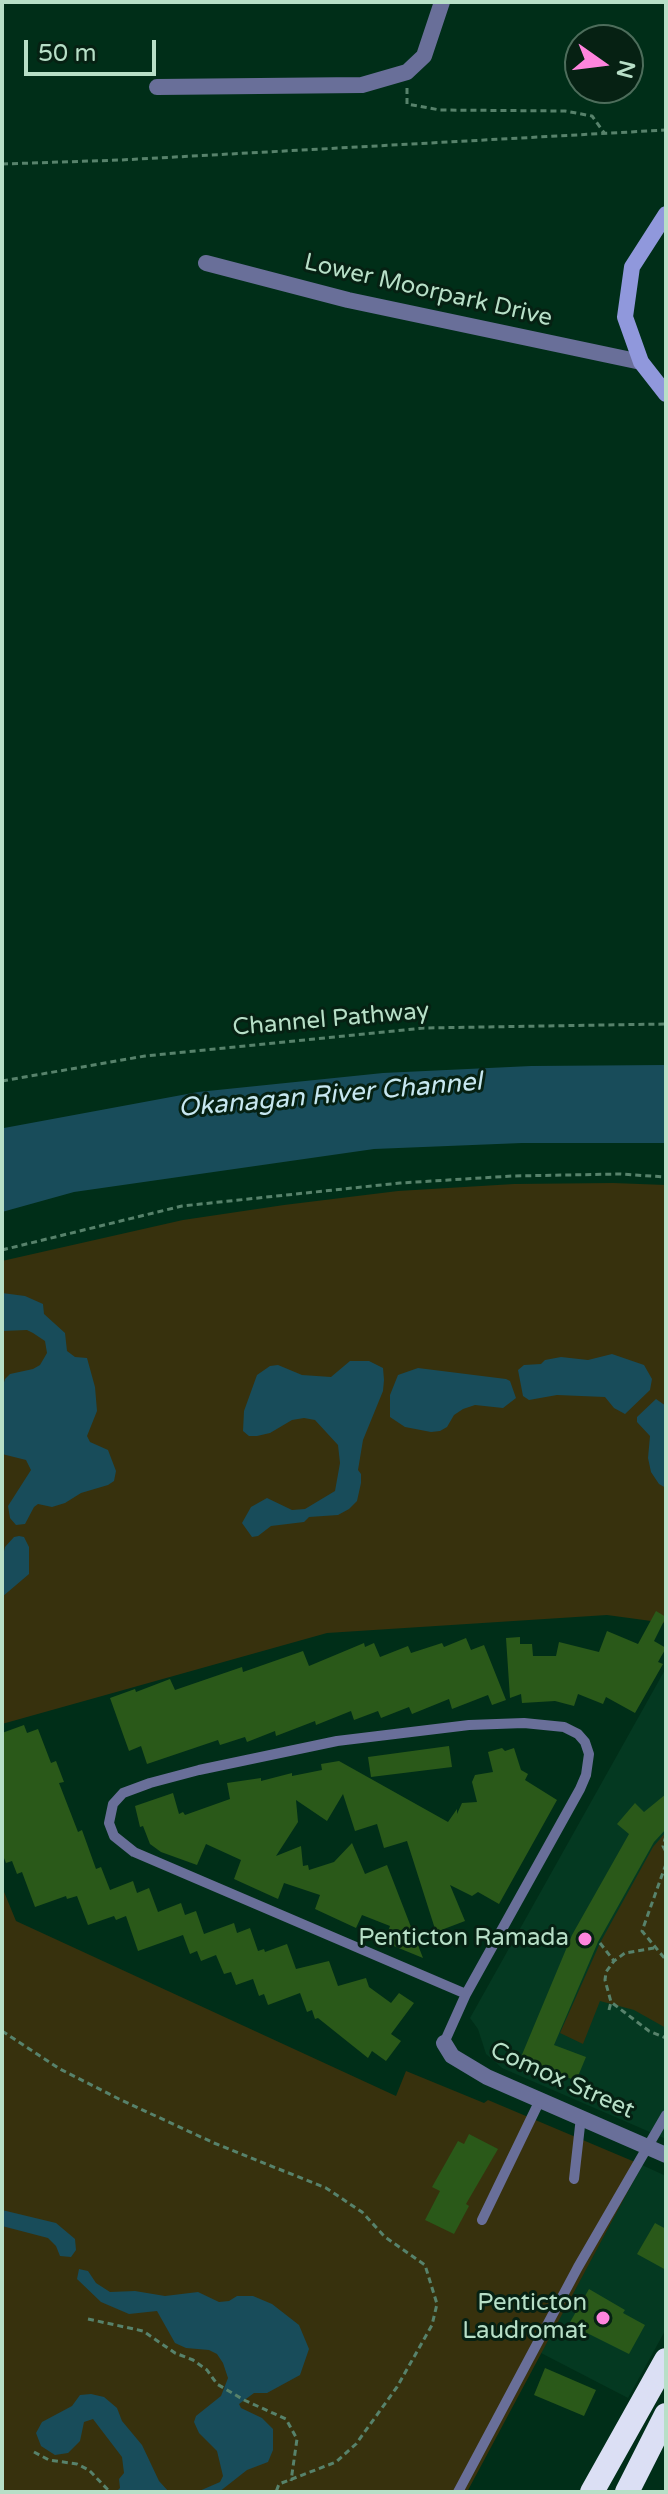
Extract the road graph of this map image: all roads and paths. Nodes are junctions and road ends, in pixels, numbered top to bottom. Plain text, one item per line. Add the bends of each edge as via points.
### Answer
1 (442, 2) edge
2 (407, 72) junction
3 (157, 87) dead end
4 (666, 130) edge
5 (605, 134) junction
6 (2, 164) edge
7 (666, 214) edge
8 (206, 263) dead end
9 (641, 362) junction
10 (666, 394) edge
11 (666, 1024) edge
12 (2, 1081) edge
13 (666, 1177) edge
14 (2, 1250) edge
15 (666, 1836) edge
16 (666, 1852) edge
17 (666, 1864) edge
18 (600, 1943) dead end
19 (654, 1948) junction
20 (666, 1960) edge
21 (614, 1961) junction
22 (466, 1994) junction
23 (611, 2002) junction
24 (609, 2010) dead end
25 (2, 2031) edge
26 (666, 2038) edge
27 (444, 2043) joint
28 (540, 2100) junction
29 (666, 2115) edge
30 (581, 2117) junction
31 (646, 2146) junction
32 (666, 2155) edge
33 (574, 2179) dead end
34 (482, 2220) dead end
35 (88, 2319) dead end
36 (666, 2360) edge
37 (666, 2415) edge
38 (34, 2452) dead end
39 (291, 2481) junction
40 (110, 2492) edge
41 (276, 2492) edge
42 (458, 2492) edge
43 (592, 2492) edge
44 (627, 2492) edge

1 - 2 street via 424,56
2 - 3 street via 362,85
2 - 5 path via 407,104 440,110 565,111 592,116
4 - 5 path
5 - 6 path
7 - 9 street via 632,267 625,317
8 - 9 street, Lower Moorpark Drive via 348,300
9 - 10 street
11 - 12 path, Channel Pathway via 424,1028 145,1056
13 - 14 path via 499,1177 196,1205
15 - 16 path
17 - 19 path via 642,1931
18 - 21 path
19 - 20 path
19 - 21 path via 636,1949
21 - 23 path via 605,1980
22 - 22 lane via 586,1775 589,1754 572,1730 524,1723 469,1725 337,1741 150,1783 123,1793 113,1804 111,1830 125,1848
22 - 27 lane
23 - 24 path
23 - 26 path
25 - 39 path via 119,2099 326,2188 425,2265 437,2304 432,2325 397,2387 356,2444 336,2462
27 - 28 street, Comox Street via 452,2056 487,2077
28 - 30 street, Comox Street
28 - 34 lane
29 - 31 lane
30 - 31 street, Comox Street
30 - 33 lane
31 - 32 street, Comox Street
31 - 42 lane
35 - 39 path via 143,2331 207,2370 217,2384 286,2419 297,2439
36 - 43 highway
37 - 44 highway
38 - 40 path via 89,2470
39 - 41 path via 279,2484

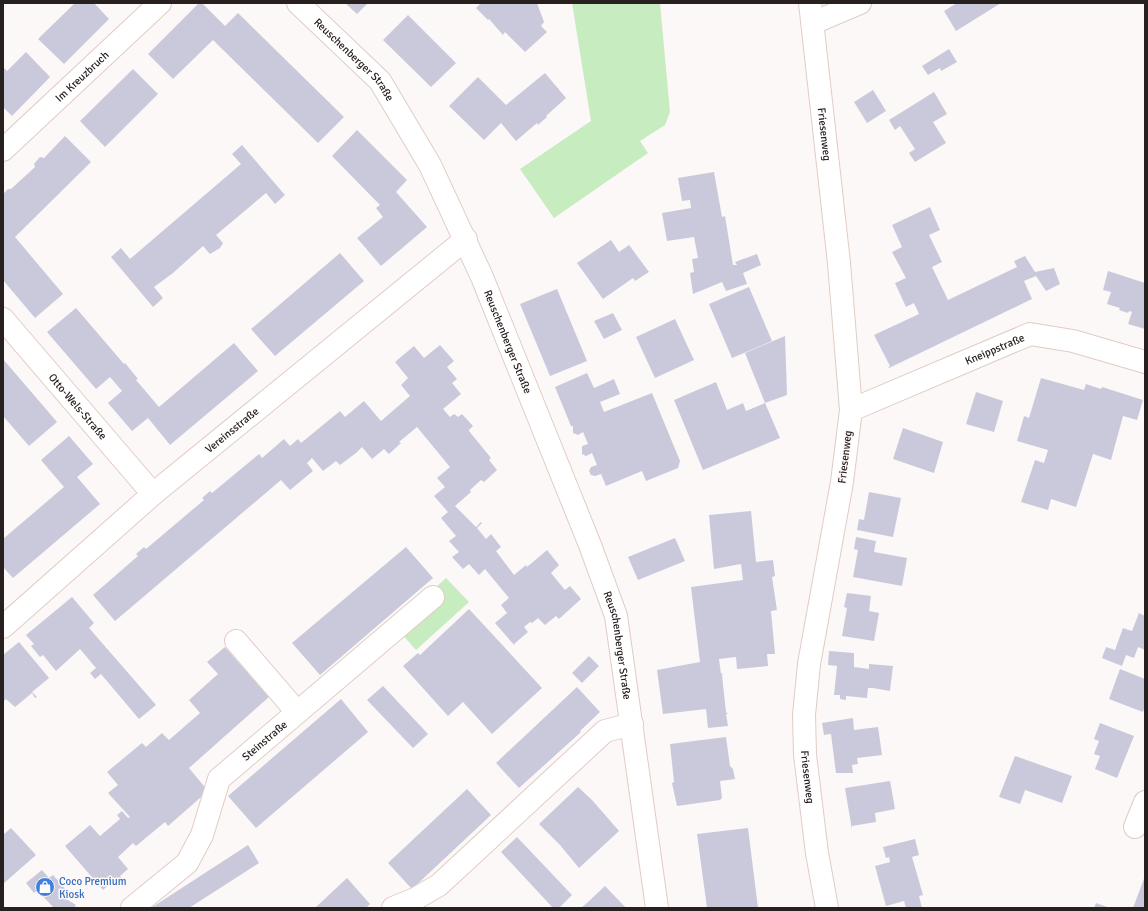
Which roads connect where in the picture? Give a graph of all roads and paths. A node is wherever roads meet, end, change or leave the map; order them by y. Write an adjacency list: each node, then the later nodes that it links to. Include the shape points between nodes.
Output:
1 (160, 3): 5 (street, Im Kreuzbruch)
2 (298, 3): 6 (street, Reuschenberger Straße, via 380,81 430,165)
3 (860, 3): 4 (street)
4 (812, 13): 9 (street, Friesenweg, via 839,263)
5 (3, 150)
6 (466, 239): 10 (street, Vereinsstraße); 15 (street, Reuschenberger Straße, via 590,545 616,616)
7 (3, 319): 10 (street, Otto-Wels-Straße)
8 (1145, 362): 9 (street, Kneippstraße, via 1073,340 1030,334)
9 (851, 410): 21 (street, Friesenweg, via 842,482 809,664 804,715 805,755 817,853)
10 (153, 494): 12 (street, Vereinsstraße)
11 (433, 597): 14 (street, Steinstraße)
12 (3, 627)
13 (236, 641): 14 (street)
14 (297, 712): 18 (street, Steinstraße, via 219,778 202,835 187,863)
15 (632, 724): 19 (street, via 605,731 439,885); 20 (street, Reuschenberger Straße)
16 (1145, 802): 17 (street)
17 (1135, 827)
18 (132, 908)
19 (393, 908)
20 (657, 908)
21 (827, 908)

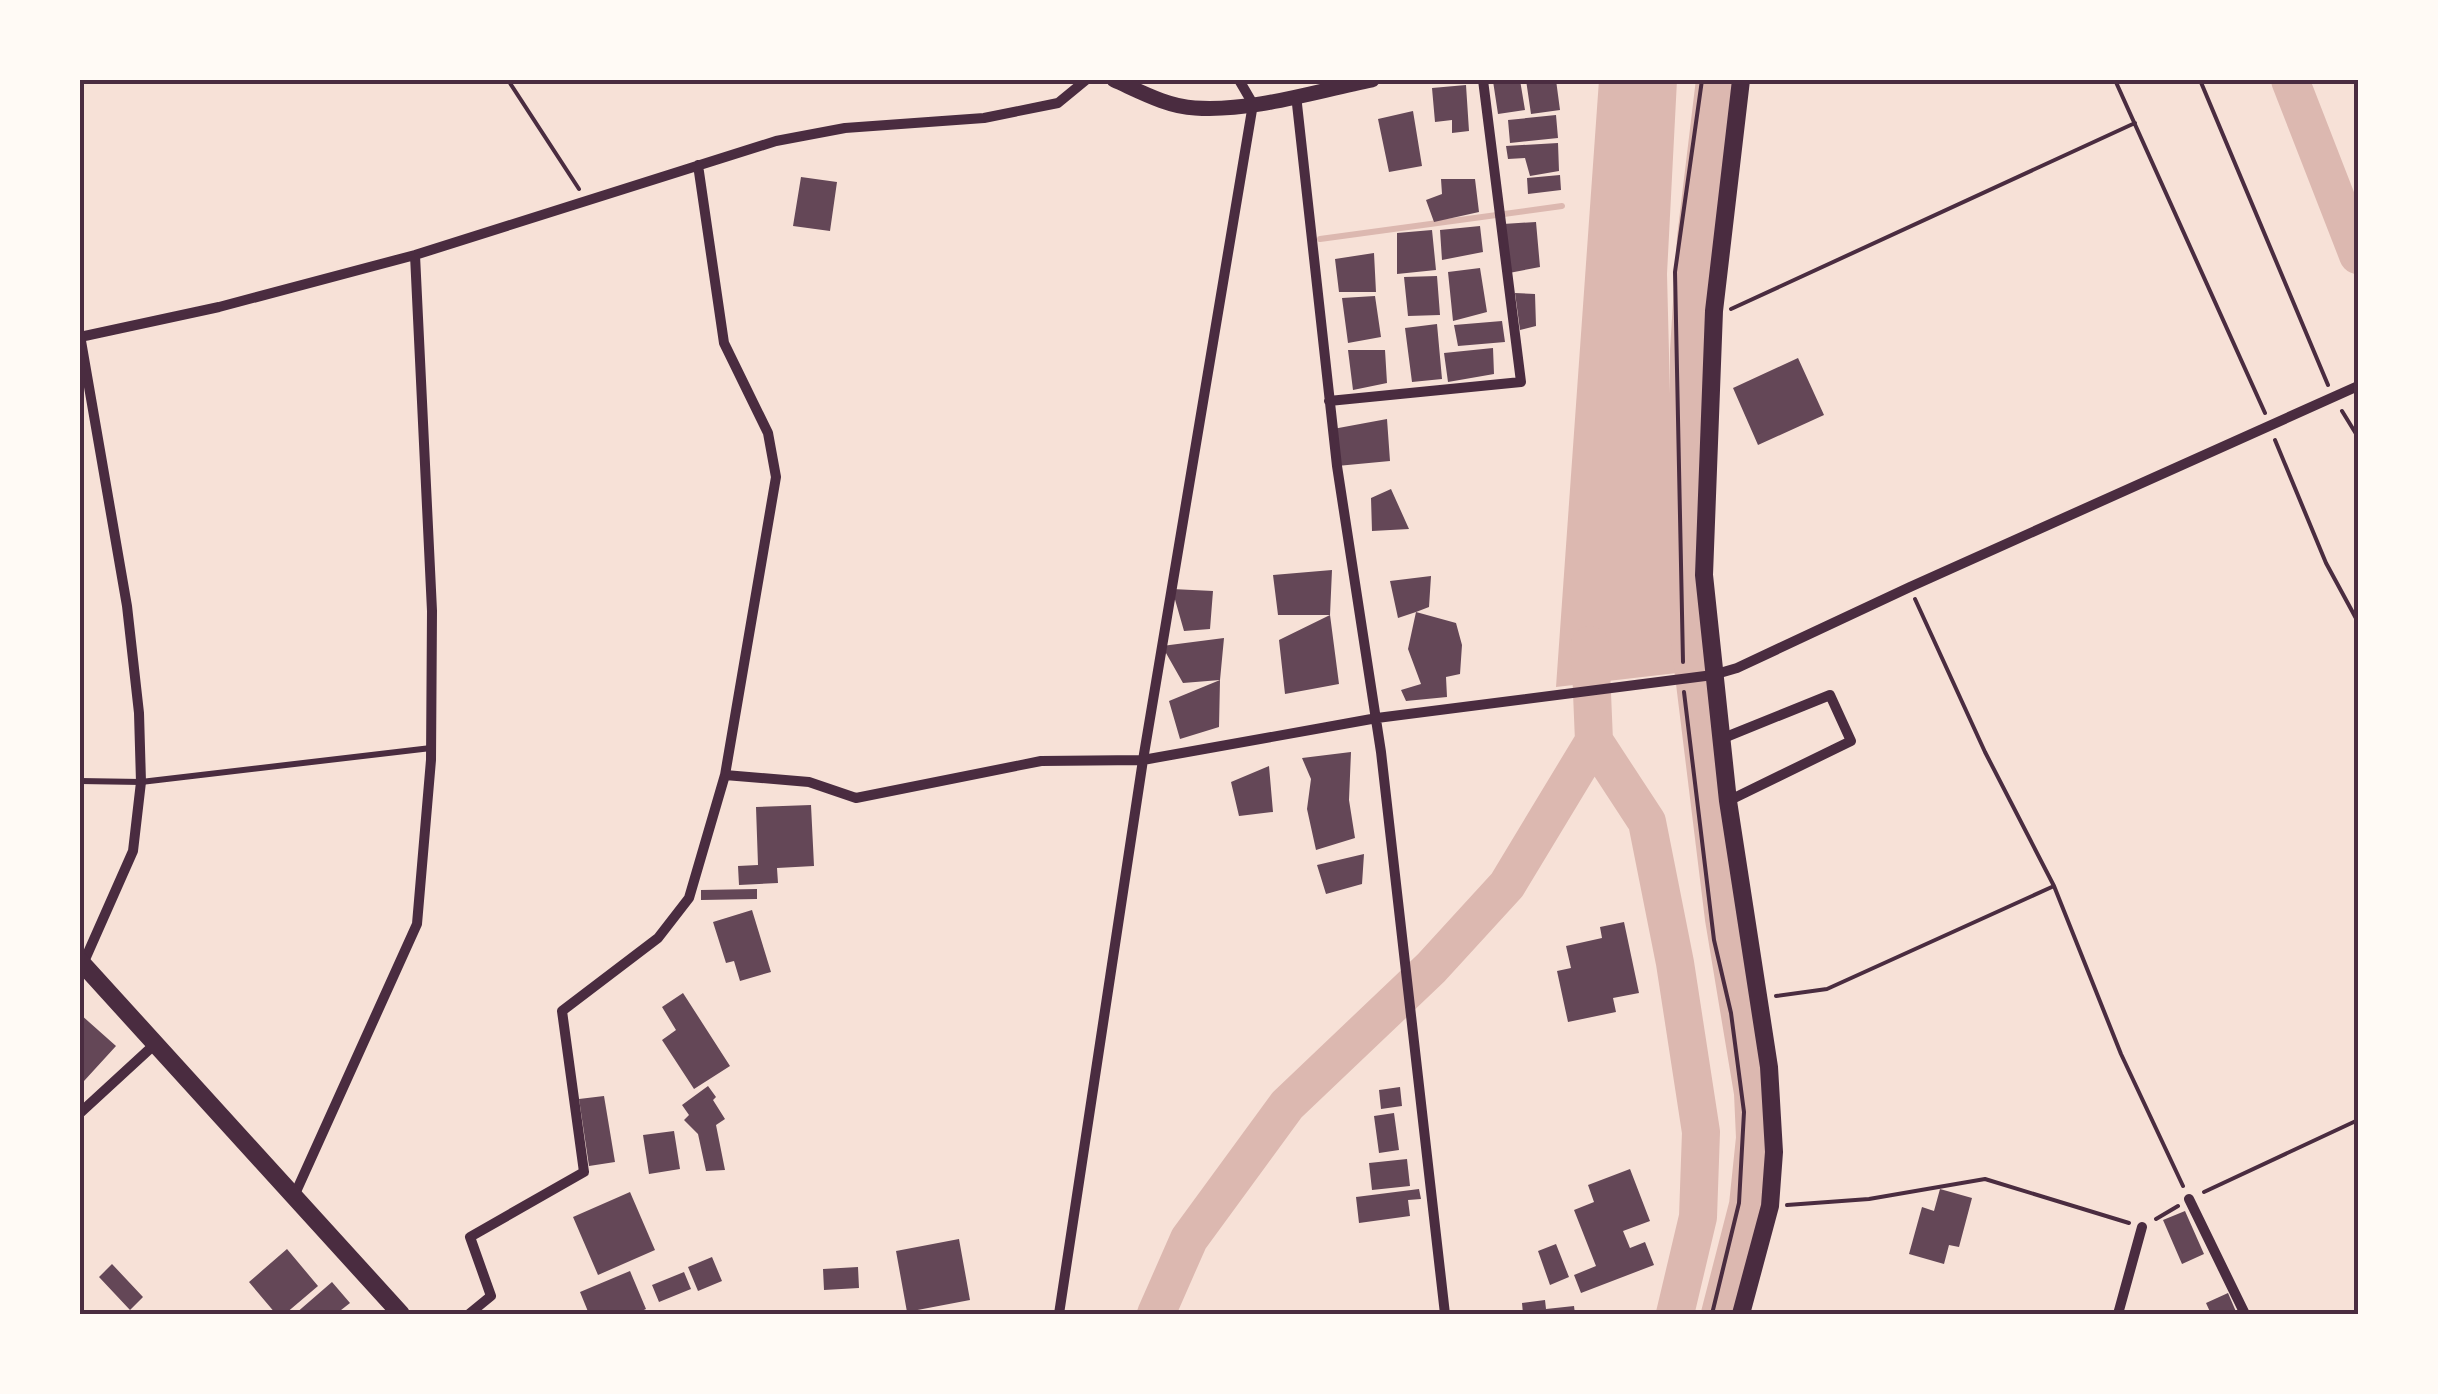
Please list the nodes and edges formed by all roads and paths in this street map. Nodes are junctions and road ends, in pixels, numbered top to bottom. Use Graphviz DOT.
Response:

_EXERCISE GOAL:_ In the records, which lines use the word "points"? Report them.

_RESPONSE TO THE TASK:_
Extract the road graph of this map image: all roads and paths. Nodes are junctions and road ends, in pixels, numbered top to bottom. Plain text, one item per line. Add the bends of each edge as via points.
Which roads connect where in the picture? Give a graph of all roads and paths. A node is wherever roads meet, end, change or leave the map; order them by y. Write an adjacency list: each node, then the later nodes that it links to. Include the shape points between nodes.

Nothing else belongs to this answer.